TASK DIRECTIONS
Within these entries, which lines include the string "Isernhagem"? Copy each one.
——
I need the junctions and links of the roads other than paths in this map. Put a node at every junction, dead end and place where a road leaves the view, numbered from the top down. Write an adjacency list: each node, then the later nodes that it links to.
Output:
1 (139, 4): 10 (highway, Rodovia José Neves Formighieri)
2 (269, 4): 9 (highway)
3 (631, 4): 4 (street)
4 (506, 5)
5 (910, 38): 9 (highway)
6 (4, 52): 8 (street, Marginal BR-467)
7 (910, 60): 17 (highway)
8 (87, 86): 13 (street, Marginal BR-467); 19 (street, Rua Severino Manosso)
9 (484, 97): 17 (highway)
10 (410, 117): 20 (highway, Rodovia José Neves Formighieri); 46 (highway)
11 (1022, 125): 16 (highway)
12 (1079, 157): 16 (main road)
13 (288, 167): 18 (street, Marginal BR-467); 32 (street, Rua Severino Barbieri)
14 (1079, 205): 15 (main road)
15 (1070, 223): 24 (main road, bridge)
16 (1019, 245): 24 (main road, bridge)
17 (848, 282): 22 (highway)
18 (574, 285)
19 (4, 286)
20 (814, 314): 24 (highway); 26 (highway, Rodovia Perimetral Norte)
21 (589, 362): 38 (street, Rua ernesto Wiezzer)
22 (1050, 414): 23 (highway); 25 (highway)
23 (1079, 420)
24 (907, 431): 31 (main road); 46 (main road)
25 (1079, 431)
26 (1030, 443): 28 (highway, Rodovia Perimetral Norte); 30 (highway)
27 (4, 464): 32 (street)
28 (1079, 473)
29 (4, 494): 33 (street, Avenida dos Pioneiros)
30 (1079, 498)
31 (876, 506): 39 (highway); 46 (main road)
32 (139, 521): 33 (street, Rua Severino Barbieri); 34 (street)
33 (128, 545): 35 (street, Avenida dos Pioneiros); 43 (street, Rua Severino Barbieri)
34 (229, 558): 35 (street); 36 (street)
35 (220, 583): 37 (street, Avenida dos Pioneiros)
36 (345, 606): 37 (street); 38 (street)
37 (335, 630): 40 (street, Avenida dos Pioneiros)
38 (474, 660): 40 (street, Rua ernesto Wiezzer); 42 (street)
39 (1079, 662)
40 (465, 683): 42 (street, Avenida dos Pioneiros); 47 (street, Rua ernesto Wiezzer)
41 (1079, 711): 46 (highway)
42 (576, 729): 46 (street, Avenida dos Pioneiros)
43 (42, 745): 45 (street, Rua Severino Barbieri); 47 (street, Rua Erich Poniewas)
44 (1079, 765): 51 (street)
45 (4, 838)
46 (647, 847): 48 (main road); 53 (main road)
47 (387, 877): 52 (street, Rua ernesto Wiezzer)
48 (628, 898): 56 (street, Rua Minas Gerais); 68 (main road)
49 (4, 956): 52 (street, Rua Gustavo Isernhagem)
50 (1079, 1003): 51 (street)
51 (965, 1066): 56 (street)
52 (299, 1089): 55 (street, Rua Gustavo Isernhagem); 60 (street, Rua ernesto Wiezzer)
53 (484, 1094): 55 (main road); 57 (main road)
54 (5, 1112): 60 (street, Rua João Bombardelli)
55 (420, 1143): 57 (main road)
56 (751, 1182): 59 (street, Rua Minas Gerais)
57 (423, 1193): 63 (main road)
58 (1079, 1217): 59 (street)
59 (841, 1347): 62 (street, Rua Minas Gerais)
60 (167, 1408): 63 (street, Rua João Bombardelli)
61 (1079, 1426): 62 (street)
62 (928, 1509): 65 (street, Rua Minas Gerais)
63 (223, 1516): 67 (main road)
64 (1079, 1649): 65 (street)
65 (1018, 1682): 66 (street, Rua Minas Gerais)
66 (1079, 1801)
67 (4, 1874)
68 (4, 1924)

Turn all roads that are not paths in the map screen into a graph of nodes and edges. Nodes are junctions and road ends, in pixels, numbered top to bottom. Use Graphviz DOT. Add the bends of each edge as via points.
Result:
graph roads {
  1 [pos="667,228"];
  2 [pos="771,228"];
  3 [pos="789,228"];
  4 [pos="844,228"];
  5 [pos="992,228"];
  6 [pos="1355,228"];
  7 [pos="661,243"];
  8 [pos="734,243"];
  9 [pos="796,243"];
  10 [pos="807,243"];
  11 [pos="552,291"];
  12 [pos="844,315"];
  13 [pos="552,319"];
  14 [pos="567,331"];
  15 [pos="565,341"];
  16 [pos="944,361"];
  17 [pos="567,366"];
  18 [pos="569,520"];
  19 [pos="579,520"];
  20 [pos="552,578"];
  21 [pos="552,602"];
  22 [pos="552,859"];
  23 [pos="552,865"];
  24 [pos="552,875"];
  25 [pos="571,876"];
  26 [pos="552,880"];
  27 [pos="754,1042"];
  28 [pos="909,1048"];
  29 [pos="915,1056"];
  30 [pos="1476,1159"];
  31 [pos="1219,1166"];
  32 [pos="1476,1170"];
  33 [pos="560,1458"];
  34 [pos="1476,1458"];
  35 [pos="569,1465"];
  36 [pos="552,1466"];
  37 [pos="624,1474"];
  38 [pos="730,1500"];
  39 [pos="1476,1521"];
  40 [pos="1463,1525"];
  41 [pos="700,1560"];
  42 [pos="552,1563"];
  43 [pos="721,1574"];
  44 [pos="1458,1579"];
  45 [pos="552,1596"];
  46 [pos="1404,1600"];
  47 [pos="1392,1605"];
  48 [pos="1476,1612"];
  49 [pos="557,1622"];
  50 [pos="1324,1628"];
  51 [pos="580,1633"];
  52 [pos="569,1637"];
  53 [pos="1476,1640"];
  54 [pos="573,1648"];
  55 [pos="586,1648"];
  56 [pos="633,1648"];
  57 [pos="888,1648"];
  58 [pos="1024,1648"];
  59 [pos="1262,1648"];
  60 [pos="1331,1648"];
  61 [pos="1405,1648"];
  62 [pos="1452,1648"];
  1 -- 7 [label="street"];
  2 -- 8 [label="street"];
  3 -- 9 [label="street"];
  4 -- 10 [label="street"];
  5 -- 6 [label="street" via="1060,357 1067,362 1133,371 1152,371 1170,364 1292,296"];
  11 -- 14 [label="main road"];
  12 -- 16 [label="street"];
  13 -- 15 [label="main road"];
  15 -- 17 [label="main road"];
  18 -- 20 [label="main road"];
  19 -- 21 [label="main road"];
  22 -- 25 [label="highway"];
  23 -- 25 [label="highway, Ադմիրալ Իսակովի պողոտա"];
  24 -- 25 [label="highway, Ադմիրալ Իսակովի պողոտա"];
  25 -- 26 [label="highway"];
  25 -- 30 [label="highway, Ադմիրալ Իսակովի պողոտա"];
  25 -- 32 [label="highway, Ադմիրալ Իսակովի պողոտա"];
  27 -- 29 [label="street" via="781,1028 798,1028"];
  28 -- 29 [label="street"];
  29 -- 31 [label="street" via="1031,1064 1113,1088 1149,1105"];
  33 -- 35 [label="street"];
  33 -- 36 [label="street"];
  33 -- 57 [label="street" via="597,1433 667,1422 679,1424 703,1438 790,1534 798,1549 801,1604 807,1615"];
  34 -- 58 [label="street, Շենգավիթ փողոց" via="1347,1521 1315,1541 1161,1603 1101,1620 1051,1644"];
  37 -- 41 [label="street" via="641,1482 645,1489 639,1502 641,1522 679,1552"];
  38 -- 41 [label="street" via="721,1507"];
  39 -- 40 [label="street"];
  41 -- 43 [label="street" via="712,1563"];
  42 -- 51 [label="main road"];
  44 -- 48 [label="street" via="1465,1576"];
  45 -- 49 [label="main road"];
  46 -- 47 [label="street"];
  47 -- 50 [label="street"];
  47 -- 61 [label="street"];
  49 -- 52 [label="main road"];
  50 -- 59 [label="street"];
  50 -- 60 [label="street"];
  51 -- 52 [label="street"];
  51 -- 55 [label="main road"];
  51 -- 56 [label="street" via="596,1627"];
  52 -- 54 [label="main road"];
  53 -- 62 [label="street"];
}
——
SOLUTION TO THIS EXERCISE
49 (4, 956): 52 (street, Rua Gustavo Isernhagem)
52 (299, 1089): 55 (street, Rua Gustavo Isernhagem); 60 (street, Rua ernesto Wiezzer)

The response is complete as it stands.